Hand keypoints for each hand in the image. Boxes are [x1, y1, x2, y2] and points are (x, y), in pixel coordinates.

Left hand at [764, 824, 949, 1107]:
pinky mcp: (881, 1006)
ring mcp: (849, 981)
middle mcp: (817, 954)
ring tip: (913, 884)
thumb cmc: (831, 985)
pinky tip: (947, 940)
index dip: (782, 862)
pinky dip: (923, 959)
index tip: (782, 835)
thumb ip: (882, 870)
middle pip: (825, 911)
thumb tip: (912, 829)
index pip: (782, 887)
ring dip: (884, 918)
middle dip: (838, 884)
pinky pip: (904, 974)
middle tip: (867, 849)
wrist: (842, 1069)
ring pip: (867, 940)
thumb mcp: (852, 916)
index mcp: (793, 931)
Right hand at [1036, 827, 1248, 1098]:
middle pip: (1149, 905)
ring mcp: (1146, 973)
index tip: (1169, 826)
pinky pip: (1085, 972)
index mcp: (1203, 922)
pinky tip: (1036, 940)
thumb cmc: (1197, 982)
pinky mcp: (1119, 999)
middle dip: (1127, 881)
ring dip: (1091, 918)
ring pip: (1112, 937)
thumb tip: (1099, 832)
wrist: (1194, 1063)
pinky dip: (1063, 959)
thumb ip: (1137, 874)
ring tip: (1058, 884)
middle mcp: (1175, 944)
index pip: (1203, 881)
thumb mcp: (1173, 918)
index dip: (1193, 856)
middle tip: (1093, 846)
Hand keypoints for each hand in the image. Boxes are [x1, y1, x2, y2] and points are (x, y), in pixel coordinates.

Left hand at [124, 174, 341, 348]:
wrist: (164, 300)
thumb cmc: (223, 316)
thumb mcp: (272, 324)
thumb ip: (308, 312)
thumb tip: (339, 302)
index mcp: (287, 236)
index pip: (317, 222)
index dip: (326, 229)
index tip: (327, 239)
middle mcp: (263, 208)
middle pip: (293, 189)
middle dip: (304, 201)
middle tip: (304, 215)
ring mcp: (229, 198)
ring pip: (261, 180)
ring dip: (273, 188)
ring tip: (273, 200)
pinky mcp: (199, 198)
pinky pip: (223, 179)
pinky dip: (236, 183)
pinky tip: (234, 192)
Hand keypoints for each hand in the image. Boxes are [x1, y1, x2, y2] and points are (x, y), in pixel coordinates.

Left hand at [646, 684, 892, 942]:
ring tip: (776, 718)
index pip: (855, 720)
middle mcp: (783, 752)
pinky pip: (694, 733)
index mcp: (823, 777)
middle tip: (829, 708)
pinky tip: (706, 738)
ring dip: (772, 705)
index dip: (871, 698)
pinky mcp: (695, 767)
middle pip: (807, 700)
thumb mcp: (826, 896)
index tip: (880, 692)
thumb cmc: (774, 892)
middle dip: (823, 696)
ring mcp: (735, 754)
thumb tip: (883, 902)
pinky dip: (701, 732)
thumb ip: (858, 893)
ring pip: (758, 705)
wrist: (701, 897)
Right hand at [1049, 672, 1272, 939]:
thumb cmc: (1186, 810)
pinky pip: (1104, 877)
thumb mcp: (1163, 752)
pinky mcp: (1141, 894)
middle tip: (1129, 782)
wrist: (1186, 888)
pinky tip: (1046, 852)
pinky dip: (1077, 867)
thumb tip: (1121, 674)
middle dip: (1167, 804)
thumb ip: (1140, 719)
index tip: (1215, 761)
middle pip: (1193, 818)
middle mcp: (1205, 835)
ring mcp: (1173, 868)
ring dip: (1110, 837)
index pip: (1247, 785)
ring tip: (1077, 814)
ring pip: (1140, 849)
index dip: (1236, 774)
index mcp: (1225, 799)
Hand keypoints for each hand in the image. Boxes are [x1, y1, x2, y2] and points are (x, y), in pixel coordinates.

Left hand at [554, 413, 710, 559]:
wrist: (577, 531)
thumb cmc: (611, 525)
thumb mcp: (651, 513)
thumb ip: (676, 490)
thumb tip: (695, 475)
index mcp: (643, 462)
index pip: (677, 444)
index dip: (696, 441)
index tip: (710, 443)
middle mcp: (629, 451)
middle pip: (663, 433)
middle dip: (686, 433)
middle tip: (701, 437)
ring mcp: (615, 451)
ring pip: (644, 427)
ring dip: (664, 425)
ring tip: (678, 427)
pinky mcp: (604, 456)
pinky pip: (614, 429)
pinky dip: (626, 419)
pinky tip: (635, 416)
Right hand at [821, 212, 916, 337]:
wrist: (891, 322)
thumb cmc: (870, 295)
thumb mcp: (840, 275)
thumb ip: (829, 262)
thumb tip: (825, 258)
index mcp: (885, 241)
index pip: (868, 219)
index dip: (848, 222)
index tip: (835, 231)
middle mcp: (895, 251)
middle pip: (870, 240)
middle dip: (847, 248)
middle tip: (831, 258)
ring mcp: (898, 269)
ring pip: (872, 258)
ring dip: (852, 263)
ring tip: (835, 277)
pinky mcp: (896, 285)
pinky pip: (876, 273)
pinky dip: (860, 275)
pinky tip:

***

What the task asks:
Take from the listing above each line that contains the string "Right".

Exercise output:
Right hand at [1036, 827, 1248, 1098]:
Right hand at [1049, 672, 1272, 939]:
Right hand at [821, 212, 916, 337]:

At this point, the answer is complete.